Stored data entries:
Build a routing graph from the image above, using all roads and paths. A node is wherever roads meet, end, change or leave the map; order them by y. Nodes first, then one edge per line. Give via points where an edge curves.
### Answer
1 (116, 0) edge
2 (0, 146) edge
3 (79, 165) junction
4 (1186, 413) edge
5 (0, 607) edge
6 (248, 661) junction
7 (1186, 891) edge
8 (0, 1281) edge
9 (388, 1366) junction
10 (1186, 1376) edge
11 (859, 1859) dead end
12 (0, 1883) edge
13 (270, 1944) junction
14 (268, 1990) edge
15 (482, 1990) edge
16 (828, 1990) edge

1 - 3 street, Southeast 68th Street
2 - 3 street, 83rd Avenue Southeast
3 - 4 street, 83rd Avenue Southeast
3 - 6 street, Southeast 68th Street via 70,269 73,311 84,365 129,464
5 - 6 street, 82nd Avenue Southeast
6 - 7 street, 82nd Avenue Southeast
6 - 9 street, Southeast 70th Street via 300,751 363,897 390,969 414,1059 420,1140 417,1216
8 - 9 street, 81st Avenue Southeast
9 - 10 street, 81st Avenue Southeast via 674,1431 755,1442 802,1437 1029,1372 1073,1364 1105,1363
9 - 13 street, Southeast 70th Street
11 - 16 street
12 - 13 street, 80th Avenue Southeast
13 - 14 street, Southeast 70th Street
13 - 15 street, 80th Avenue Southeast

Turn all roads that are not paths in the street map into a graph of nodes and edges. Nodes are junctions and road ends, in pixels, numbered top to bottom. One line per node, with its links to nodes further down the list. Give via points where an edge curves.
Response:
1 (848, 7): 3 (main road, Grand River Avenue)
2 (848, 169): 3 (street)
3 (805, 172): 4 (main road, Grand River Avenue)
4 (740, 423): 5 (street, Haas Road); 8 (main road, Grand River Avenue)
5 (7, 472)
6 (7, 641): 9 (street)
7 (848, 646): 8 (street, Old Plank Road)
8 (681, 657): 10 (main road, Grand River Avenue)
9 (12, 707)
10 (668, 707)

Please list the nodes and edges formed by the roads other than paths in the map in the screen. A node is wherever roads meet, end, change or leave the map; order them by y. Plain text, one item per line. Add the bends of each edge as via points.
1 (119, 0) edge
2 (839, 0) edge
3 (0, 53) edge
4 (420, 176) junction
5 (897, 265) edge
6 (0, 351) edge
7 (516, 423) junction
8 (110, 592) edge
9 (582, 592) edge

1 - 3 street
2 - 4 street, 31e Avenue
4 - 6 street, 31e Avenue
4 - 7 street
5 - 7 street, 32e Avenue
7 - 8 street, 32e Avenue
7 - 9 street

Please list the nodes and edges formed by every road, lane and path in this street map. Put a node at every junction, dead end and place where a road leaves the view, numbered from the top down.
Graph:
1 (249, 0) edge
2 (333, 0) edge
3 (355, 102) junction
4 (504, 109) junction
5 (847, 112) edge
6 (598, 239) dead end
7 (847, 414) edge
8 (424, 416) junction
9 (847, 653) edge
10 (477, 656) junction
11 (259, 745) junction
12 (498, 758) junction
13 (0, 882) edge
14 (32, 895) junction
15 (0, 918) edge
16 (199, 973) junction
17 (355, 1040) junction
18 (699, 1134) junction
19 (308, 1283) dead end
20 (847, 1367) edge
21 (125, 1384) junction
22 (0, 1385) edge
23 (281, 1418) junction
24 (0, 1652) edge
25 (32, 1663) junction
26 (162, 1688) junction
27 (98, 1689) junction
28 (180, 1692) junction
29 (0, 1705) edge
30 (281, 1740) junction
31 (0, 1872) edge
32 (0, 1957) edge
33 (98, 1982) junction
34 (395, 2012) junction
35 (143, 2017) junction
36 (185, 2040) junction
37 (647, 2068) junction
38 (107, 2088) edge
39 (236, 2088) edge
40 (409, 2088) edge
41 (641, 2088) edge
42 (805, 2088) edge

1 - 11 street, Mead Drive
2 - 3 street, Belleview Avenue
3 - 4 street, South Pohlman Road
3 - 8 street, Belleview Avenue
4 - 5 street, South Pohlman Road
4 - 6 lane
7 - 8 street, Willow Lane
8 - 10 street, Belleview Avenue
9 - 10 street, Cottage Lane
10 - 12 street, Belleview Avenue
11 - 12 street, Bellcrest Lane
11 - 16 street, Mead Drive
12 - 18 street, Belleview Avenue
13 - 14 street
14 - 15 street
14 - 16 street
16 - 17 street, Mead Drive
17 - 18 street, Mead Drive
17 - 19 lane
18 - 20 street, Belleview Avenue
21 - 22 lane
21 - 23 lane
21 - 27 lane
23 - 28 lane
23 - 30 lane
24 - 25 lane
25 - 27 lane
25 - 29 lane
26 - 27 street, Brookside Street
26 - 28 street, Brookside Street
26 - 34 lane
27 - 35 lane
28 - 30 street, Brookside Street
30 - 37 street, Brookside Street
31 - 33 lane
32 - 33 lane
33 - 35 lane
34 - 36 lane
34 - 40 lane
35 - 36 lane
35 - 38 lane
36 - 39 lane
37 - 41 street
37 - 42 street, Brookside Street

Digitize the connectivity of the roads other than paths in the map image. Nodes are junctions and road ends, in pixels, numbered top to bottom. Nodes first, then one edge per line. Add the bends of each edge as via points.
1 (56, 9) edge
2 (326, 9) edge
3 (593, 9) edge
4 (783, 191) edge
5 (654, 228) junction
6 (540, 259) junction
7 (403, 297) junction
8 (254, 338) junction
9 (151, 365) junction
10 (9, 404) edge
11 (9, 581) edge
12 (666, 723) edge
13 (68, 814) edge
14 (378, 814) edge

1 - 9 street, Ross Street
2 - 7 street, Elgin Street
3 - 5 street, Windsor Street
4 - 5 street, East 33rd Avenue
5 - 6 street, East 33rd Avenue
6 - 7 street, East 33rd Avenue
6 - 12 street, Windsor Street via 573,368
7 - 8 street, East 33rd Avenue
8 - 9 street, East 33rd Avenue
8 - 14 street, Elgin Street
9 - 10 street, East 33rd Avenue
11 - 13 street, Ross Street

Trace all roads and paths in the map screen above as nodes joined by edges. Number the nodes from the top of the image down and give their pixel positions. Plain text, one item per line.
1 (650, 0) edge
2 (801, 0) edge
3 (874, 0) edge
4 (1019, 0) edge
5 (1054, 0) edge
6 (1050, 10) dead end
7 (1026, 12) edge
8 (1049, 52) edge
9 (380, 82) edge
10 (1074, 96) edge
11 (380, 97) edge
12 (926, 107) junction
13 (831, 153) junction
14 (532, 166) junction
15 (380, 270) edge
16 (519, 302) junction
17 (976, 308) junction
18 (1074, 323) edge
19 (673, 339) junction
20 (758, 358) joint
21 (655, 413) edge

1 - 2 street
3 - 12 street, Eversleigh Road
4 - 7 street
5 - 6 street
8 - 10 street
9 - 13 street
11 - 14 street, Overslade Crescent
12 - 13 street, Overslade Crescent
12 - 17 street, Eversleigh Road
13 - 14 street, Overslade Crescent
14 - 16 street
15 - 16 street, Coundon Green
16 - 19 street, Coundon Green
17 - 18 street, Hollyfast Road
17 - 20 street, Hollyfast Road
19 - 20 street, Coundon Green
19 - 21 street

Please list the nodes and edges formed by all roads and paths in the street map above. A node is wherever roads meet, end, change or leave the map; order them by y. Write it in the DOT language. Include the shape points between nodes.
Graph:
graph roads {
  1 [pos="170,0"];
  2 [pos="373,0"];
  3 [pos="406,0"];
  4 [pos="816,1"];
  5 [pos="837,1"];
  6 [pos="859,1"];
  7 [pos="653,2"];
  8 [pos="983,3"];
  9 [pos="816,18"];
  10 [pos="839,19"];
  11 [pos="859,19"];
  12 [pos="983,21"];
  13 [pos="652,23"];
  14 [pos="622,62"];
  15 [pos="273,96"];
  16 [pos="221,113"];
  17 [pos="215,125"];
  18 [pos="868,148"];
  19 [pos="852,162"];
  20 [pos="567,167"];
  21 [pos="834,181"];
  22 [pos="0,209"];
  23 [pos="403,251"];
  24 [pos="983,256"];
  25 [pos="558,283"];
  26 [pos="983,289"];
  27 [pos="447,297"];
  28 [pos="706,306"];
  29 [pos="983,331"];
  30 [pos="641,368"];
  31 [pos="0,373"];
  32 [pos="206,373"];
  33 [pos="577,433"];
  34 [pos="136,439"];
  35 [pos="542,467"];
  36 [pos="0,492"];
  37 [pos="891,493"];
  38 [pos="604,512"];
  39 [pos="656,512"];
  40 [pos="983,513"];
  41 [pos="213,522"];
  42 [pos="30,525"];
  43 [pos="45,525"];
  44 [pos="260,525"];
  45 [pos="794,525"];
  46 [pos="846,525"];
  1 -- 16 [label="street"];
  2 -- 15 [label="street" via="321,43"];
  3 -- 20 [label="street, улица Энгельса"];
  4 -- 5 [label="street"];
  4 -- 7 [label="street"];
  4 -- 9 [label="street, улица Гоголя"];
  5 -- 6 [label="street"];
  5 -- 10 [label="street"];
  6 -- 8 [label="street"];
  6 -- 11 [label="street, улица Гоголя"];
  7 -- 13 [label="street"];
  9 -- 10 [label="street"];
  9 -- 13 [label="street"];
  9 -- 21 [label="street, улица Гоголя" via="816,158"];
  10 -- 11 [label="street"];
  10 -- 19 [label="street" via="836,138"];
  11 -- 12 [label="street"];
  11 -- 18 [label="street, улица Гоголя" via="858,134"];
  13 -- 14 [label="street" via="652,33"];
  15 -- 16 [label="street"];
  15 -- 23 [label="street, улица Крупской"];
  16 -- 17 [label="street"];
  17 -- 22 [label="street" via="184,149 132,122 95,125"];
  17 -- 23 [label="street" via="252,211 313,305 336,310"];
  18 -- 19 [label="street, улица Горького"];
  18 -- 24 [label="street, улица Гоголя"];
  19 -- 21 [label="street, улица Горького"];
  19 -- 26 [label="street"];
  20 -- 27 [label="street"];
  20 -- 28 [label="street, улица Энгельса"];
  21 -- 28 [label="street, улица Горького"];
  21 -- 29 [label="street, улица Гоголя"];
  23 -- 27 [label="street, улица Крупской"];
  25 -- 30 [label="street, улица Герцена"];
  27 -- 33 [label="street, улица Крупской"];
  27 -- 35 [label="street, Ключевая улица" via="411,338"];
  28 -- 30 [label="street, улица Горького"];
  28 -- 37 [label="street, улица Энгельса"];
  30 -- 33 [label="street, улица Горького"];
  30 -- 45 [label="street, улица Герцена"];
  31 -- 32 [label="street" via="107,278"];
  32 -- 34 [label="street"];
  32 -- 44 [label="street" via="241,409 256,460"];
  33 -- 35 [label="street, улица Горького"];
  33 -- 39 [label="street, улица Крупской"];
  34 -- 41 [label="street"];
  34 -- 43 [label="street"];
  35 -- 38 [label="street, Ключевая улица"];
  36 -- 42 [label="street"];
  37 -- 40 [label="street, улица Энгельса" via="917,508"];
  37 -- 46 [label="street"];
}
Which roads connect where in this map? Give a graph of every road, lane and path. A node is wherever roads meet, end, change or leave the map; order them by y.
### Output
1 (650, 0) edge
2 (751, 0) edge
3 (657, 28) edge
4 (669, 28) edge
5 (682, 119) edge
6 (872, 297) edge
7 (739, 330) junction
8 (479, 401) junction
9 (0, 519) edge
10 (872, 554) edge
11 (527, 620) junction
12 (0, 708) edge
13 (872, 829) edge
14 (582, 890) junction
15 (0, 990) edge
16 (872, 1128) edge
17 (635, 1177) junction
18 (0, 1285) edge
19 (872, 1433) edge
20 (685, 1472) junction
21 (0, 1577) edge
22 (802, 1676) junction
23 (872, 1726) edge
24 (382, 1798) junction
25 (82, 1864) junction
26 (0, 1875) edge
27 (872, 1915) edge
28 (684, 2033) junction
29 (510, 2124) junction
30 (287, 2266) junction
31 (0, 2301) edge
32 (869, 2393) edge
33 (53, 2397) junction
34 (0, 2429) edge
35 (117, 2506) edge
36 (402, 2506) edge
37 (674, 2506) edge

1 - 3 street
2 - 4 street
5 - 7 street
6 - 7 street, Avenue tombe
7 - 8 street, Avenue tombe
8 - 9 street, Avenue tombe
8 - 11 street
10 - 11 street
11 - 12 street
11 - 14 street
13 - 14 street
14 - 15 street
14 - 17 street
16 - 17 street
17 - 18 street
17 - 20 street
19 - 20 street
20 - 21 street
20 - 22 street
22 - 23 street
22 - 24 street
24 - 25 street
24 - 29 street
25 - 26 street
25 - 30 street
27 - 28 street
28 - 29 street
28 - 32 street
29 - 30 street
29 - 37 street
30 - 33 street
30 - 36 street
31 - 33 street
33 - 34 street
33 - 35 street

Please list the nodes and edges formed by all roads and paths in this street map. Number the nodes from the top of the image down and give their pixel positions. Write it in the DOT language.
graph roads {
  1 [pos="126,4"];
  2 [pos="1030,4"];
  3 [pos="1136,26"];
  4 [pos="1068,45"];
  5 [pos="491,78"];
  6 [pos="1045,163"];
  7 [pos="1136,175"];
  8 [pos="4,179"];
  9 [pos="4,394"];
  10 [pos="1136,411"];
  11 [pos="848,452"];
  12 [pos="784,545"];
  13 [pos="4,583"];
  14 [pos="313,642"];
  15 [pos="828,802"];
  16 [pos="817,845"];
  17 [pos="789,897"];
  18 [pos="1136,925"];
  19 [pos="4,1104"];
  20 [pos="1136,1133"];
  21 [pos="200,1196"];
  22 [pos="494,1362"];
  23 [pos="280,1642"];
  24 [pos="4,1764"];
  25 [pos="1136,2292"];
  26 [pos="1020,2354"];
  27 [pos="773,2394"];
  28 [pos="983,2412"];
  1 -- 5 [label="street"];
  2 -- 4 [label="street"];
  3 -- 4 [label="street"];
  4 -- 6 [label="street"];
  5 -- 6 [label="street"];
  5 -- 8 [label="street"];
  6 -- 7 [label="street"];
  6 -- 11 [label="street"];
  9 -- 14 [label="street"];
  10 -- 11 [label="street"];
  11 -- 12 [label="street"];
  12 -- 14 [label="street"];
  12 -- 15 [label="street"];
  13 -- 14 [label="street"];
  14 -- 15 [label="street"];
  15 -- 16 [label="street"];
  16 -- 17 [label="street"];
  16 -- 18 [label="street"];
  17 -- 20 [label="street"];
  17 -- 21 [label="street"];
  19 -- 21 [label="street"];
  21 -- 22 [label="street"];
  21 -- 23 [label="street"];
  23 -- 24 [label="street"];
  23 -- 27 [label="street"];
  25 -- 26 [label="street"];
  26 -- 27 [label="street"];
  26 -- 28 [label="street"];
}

About this exercise: One number is the expected answer: the count of lines above that hold the word "Grand".

Response for this exercise: 4